La Pêche à la Ligne; la Chasse aux Oiseaux, etc.

Sous ces saules touffus, dont le feuillage sombre,
A la fraîcheur de l'eau joint la fraîcheur de l'ombre,
Le pêcheur patient prend son poste sans bruit,
Tient sa ligne tremblante, et sur l'onde la suit:
Penché, l'œil immobile, il observe avec joie,
Le liège qui s'enfonce et le roseau qui ploie.
Quel imprudent, surpris au piége inattendu,
A l'hameçon fatal demeure suspendu ?
Est-ce la truite agile, ou la carpe dorée,
Ou la perche étalant sa nageoire pourprée,
Ou l'anguille argentée errant en longs anneaux,
Ou le brochet glouton qui dépeuple les eaux ?

Au peuple ailé des airs voulant livrer la guerre,
Le chasseur prend son tube, image du tonnerre:
Il l'élève au niveau de l'oeil qui le conduit;
Le coup part, l'éclair brille et la foudre le suit.
Quels oiseaux va percer la grêle meurtrière ?
C'est le vaneau plaintif errant sur la bruyère;
C'est toi, jeune alouette, habitante des airs,
Qui meurs en préludant à tes tendres concerts....

Vrai Bonheur champêtre.

Ne l'oublions jamais; à la ville, au village, Le bonheur le plus doux est celui qu'on partage. Heureux ou malheureux, l'homme a besoin d'autrui; Il ne vit qu'à moitié s'il ne vit que pour lui. Vous donc à qui des champs la joie est étrangère, Ah! faites-y le bien, et les champs vont vous plaire.

Pour goûter le bonheur il faut de la bonté:
Tout se perd dans le bruit d'une vaste cité ;
Mais, au sein des hameaux, le château, la chaumière,
Et l'oisive opulence et l'active misère,

Nous offrent de plus près leur contraste affligeant;
Et le riche y voit mieux les maux de l'indigent.

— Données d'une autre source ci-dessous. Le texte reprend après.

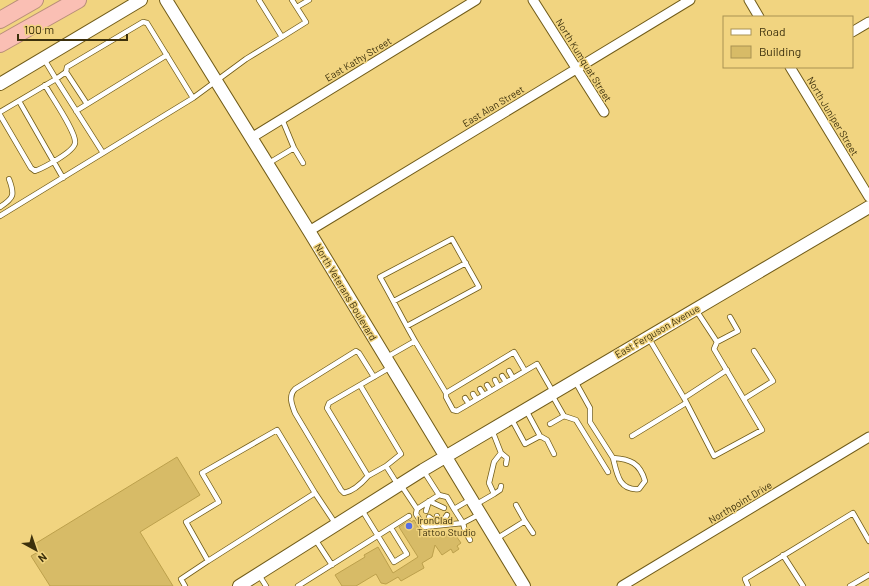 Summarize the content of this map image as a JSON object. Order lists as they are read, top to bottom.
{
  "streets": {
    "main road": ["North Veterans Boulevard", "East Ferguson Avenue"],
    "street": [
      "East Kathy Street",
      "North Kumquat Street",
      "East Alan Street",
      "North Juniper Street",
      "Northpoint Drive"
    ]
  },
  "crossings": [
    ["East Kathy Street", "North Veterans Boulevard"],
    ["North Kumquat Street", "East Alan Street"],
    ["East Alan Street", "North Veterans Boulevard"],
    ["North Veterans Boulevard", "East Ferguson Avenue"]
  ],
  "places": ["IronClad Tattoo Studio"],
  "legend": ["Road", "Building"],
  "scale_bar": "100 m",
  "north": "bottom right"
} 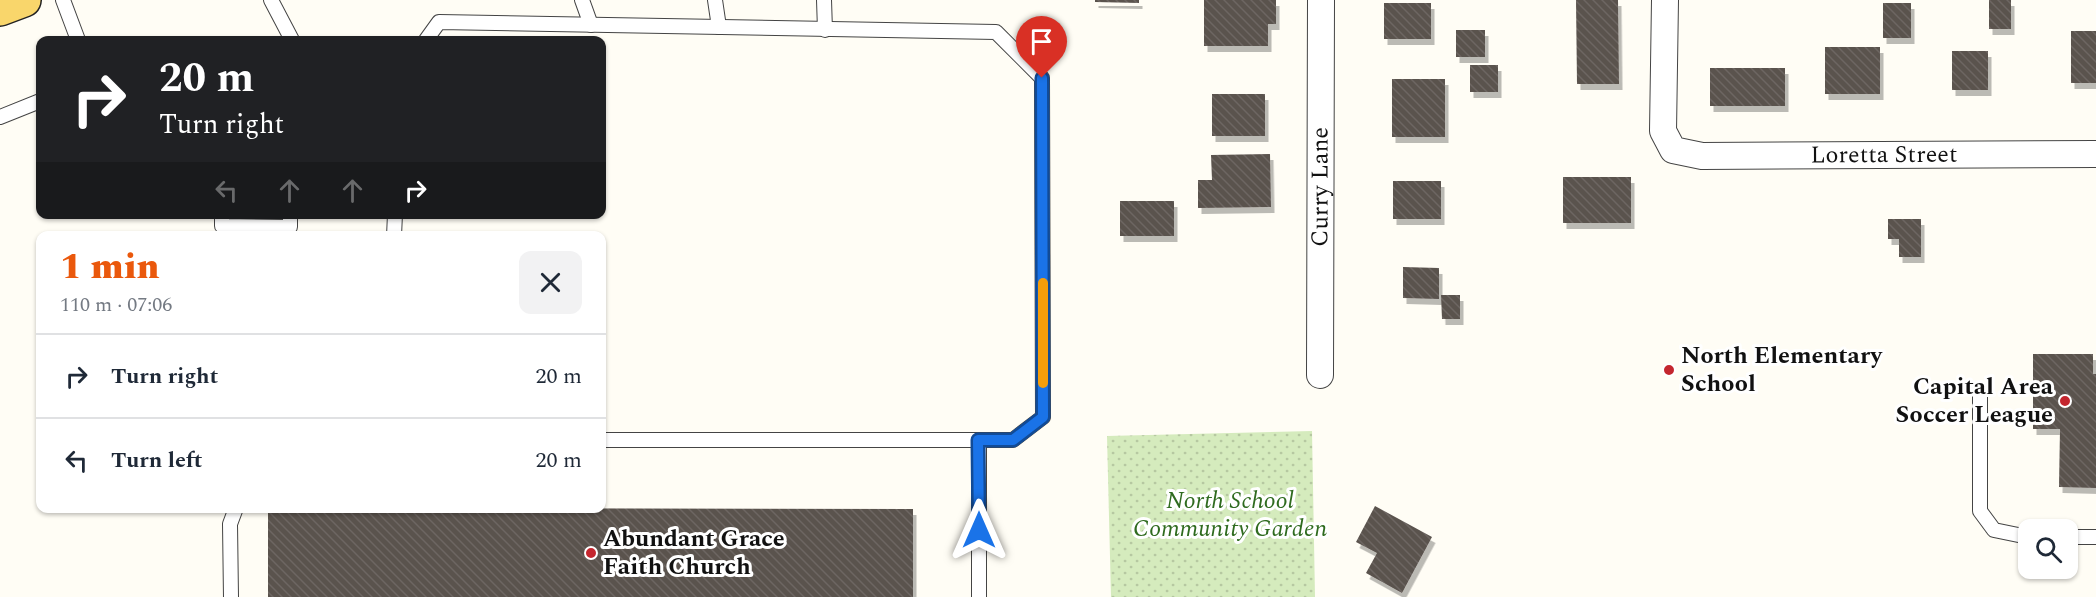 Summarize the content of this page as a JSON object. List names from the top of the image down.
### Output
{
  "streets": {
    "street": ["Loretta Street", "Curry Lane"]
  },
  "parks": ["North School Community Garden"],
  "places": ["North Elementary School", "Capital Area Soccer League", "Abundant Grace Faith Church"],
  "page": {
    "turn": ["20 m", "Turn right"],
    "heading": ["1 min", "110 m · 07:06"],
    "list": [
      {
        "name": "Turn right",
        "value": "20 m"
      },
      {
        "name": "Turn left",
        "value": "20 m"
      }
    ]
  }
}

Oh! d'un simple hameau si le ciel m'eût fait maître,
Je saurais en jouir.... Heureux, digne de l'être,
Je voudrais m'entourer de jardins et de champs,
De vergers, et surtout de visages riants;
La faim ne viendrait pas attrister ma fortune,
En offrant à mes yeux sa pâleur importune.
J'inviterais le pauvre aux rustiques travaux:
Il trouverait chez moi la bêche, les rateaux ;
Et bientôt assuré d'un modeste salaire,
Par son activité bannirait sa misère.

A l'indigent malade assurez des secours, Souvent des maux cruels viennent troubler ses jours. De vos appartemens choisissez le moins vaste; Tenez-y disposé avec ordre et sans faste, Le dépôt précieux des remèdes divers Par votre charité incessamment offerts. Souvent à vos bienfaits joignez votre présence; Votre aspect consolant doublera leur puissance: Menez-y vos enfans; qu'ils viennent sans témoin Offrir leur don timide au timide besoin.

Que surtout votre fille, en marchant sur vos traces, Avec cette pudeur qui relève les grâces,

Comme un ange apparaisse à l'humble pauvreté,
Et fasse en rougissant l'essai de sa bonté.

C'est ainsi que leurs mœurs des vôtres sont l'image,
Votre exemple est leur dot, leurs vertus votre ouvrage.
Coeurs durs, qui payez cher de fastueux dégoûts,
Ah! voyez ces plaisirs, et soyez-en jaloux.

Portrait d'un Curé de Campagne.

Voyez-vous ce modeste et pieux presbitère ?
Là vit l'homme de Dieu, dont le saint ministère
Du peuple réuni présente au Ciel les vœux,
Ouvre sur le hameau tous les trésors des cieux,
Soulage le malheur, consacre l'hyménée,
Bénit et les moissons, et les fruits de l'année,
Enseigne la vertu, reçoit l'homme au berceau,
Le conduit dans la vie, et le suit au tombeau....
Par ses sages conseils, sa bonté, sa prudence,
Il est pour le village une autre providence ;
Quelle obscure indigence échappe à ses bienfaits!
Dieu seul n'ignore pas les heureux qu'il a faits.
Souvent dans ces réduits où le malheur assemble
Le besoin, la douleur et le trépas ensemble,
Il paraît; et soudain le mal perd son horreur,
Le besoin sa détresse, et la mort sa terreur....

Fragmens de l'Imagination: Poëme par Delille.
Naissance et Prodiges des Arts.

D'abord, avec ses mains, l'homme creusait la terre, Aux monstres des forêts ses mains livraient la guerre ; Au lieu des vins pourprés, de la jaune moisson, Les glands étaient ses mets, un torrent sa boisson; Le carnage, ses jeux; sa couche, le feuillage; Les forêts, son séjour; son abri, leur ombrage. Mais l'esprit inventeur enfin fut excité Par l'aiguillon pressant de la nécessité; Les arts prirent naissance; et l'heureuse industrie Vint cultiver la terre, et défricher la vie : Le blé sort du sillon; et de son jus brillant, La vigne fait jaillir le nectar pétillant.